Radius and ulna shaft fracture
• Operative treatment:
– Open reduction and internal fixation is the procedure of choice
for displaced forearm fractures involving the radius and ulna in
adults.
– Internal fixation involves use of compression plating (3.5-mm
dynamic compression plate) with or without bone grafting.
– Principles of plate fixation:
• Restore ulnar and radial length (prevents subluxation of either the
proximal or distal radioulnar joint).
• Restore rotational alignment.
• Restore radial bow (essential for rotational function of the forearm).
– External fixation may be used in cases with severe bone or soft
tissue loss, gross contamination, infected nonunion, or in cases
of open elbow fracture-dislocations with soft tissue loss.
Distal Radius Fracture
• Epidemiology:
– Distal radius fractures are among the most common
fractures of the upper extremity.
– Fractures of the distal radius represent approximately onesixth of all fractures treated in emergency departments.

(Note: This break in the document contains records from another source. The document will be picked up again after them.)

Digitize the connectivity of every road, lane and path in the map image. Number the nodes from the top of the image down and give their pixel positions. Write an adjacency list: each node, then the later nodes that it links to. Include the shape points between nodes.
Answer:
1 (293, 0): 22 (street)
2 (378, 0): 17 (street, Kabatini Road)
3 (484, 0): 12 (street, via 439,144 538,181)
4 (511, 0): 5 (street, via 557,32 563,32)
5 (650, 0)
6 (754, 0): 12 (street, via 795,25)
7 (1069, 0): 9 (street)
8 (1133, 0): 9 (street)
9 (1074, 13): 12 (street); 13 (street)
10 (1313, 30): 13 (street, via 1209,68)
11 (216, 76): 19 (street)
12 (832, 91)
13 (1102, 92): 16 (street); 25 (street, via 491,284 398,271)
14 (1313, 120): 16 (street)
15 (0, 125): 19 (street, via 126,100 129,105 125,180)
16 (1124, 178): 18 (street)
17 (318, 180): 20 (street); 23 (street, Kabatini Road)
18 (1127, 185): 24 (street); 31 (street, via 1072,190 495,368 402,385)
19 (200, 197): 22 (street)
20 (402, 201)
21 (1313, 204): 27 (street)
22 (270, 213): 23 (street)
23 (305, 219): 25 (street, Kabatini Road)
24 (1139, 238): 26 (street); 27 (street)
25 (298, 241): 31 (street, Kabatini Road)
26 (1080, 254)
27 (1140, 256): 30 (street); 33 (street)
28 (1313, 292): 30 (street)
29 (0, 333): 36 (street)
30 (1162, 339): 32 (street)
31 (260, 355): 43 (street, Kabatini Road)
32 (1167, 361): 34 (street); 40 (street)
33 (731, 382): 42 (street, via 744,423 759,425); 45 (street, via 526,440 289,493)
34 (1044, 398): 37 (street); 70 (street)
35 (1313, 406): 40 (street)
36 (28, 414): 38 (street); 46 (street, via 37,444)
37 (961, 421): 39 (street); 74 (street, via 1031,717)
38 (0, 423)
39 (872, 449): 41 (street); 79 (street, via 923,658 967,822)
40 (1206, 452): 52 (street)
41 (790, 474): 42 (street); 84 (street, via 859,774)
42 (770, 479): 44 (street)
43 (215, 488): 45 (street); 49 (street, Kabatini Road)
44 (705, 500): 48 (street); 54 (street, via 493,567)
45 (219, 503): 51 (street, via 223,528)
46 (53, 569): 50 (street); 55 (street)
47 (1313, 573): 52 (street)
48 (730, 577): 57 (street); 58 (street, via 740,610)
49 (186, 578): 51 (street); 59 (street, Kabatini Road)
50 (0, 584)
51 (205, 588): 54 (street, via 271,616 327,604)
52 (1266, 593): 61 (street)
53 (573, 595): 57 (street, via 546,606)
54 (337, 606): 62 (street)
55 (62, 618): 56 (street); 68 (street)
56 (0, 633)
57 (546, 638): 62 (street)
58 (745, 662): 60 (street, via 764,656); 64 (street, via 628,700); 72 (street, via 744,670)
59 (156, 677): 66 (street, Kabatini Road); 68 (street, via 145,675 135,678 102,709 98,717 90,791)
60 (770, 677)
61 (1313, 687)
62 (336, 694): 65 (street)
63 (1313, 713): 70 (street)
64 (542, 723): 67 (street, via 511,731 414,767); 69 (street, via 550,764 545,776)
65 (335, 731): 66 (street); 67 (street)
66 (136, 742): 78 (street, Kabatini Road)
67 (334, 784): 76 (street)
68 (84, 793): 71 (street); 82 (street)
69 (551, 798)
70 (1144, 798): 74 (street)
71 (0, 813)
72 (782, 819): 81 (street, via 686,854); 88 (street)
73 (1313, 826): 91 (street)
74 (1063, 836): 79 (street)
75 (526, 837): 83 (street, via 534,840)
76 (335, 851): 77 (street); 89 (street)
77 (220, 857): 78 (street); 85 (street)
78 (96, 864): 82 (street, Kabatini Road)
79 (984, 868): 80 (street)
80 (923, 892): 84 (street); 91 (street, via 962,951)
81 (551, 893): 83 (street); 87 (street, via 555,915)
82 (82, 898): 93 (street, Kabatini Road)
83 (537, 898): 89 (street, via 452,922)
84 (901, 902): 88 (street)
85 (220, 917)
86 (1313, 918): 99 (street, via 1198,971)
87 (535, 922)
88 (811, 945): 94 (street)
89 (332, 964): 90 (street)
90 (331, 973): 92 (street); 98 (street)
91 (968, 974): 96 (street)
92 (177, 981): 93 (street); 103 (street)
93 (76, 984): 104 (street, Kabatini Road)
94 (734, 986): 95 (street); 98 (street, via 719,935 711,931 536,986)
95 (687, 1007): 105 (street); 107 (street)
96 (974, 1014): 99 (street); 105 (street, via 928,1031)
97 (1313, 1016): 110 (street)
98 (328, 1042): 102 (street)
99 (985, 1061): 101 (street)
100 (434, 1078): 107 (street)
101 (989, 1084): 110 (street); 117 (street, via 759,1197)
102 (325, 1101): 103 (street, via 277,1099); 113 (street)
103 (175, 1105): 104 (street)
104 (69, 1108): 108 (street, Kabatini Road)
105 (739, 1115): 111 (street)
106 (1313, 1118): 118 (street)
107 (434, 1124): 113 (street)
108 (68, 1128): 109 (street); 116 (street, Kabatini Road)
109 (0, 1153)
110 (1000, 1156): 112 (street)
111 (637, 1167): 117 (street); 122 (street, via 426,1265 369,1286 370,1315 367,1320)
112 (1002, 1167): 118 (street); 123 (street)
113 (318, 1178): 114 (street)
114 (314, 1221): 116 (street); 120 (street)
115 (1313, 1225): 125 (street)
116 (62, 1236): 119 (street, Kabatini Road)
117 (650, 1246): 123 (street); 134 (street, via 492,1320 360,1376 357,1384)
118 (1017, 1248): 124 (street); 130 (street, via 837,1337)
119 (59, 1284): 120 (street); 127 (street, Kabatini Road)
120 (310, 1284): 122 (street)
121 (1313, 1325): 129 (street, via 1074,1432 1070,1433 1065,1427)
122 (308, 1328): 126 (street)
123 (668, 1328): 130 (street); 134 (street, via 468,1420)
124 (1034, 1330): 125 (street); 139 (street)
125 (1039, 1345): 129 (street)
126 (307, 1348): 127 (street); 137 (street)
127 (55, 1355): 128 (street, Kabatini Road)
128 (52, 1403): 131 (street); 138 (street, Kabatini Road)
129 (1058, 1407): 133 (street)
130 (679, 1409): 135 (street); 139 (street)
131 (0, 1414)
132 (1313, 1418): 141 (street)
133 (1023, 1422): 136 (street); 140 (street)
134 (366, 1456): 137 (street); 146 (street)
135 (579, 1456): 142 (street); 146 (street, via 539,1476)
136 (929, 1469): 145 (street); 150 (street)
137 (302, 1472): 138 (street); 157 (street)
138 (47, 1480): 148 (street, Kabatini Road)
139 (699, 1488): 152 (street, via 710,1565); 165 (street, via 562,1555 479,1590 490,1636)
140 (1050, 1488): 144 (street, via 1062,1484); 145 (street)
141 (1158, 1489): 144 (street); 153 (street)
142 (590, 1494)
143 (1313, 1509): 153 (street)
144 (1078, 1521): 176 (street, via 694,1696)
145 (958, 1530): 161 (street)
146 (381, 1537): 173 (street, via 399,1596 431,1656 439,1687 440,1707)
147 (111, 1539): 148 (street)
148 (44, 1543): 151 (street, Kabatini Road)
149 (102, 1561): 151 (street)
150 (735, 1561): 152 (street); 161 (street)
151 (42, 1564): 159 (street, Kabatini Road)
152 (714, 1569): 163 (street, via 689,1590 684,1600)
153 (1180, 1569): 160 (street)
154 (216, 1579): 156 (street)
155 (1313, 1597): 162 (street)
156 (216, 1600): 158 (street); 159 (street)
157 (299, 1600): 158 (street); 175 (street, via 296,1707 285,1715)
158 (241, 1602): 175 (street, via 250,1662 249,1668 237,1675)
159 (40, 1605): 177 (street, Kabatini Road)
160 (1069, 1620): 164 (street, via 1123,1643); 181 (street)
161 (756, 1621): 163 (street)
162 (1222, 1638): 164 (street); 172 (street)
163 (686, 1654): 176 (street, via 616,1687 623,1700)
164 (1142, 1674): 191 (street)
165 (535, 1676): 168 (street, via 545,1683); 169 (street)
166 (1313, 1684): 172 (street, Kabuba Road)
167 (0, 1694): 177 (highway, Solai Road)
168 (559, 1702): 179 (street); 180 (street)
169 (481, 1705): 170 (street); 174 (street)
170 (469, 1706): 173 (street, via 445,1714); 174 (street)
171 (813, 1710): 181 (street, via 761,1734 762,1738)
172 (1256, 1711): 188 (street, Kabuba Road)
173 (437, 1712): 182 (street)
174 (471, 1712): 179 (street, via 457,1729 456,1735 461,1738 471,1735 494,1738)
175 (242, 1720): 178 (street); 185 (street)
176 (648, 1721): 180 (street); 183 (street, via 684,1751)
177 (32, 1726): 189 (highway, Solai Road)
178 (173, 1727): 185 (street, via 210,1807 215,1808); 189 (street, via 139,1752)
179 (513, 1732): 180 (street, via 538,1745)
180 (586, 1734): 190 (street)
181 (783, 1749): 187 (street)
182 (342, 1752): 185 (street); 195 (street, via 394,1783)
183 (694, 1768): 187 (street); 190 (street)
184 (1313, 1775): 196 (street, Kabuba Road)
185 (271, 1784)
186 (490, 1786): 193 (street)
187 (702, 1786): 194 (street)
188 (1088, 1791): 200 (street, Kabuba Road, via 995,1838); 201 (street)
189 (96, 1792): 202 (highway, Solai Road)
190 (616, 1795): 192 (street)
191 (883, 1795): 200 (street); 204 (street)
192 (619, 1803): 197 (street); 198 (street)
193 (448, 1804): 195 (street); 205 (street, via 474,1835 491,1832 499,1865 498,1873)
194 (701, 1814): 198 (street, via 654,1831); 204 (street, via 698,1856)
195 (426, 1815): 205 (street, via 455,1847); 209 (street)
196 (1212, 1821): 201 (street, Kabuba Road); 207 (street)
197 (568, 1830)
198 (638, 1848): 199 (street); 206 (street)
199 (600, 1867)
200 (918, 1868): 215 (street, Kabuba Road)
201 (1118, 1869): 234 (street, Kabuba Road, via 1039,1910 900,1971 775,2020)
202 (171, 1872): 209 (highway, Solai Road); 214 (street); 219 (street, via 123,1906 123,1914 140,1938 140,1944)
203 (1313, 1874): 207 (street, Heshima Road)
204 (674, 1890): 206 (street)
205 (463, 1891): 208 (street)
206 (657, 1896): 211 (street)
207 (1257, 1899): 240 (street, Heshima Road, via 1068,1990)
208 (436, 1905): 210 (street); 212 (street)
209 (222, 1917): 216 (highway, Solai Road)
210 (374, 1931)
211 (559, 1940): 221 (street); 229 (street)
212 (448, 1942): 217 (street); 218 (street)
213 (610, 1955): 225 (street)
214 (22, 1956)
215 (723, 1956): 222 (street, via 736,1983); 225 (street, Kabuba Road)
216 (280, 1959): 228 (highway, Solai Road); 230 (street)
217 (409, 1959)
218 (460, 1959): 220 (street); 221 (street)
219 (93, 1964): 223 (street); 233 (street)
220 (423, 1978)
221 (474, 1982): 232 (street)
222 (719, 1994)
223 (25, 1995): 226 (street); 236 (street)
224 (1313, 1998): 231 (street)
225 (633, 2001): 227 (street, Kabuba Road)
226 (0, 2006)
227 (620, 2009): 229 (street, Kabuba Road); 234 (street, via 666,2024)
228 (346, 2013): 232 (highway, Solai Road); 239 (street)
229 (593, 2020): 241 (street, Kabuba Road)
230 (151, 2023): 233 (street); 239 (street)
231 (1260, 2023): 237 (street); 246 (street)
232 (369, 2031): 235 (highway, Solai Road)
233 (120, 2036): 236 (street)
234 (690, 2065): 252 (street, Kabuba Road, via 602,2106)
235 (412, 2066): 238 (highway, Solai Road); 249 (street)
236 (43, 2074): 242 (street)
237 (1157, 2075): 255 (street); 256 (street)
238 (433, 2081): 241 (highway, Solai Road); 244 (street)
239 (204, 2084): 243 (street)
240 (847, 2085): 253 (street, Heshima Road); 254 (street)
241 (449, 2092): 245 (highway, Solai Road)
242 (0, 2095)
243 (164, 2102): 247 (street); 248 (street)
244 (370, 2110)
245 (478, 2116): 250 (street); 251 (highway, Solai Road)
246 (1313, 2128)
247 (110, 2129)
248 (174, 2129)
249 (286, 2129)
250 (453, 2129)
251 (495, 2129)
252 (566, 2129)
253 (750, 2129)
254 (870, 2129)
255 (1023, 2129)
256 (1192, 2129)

– The incidence of distal radius fractures in the elderly
correlates with osteopenia and rises in incidence with
increasing age, nearly in parallel with the increased
incidence of hip fractures.
– Risk factors for fractures of the distal radius in the elderly
include decreased bone mineral density, female sex, white
race, family history, and early menopause.
Distal Radius Fracture
• Mechanism of injury:
– Common mechanisms in younger individuals include falls from a
height, motor vehicle accident, or injuries sustained during athletic
participation. In elderly individuals, distal radial fractures may arise
from low-energy mechanisms, such as a simple fall from a standing
height.
– The most common mechanism of injury is a fall onto an outstretched
hand with the wrist in dorsiflexion.
– Fractures of the distal radius are produced when the dorsiflexion of
the wrist varies between 40 and 90 degrees, with lesser degrees of
force required at smaller angles.
– The radius initially fails in tension on the volar aspect, with the
fracture propagating dorsally, whereas bending moment forces induce
compression stresses resulting in dorsal comminution. Cancellous
impaction of the metaphysis further compromises dorsal stability.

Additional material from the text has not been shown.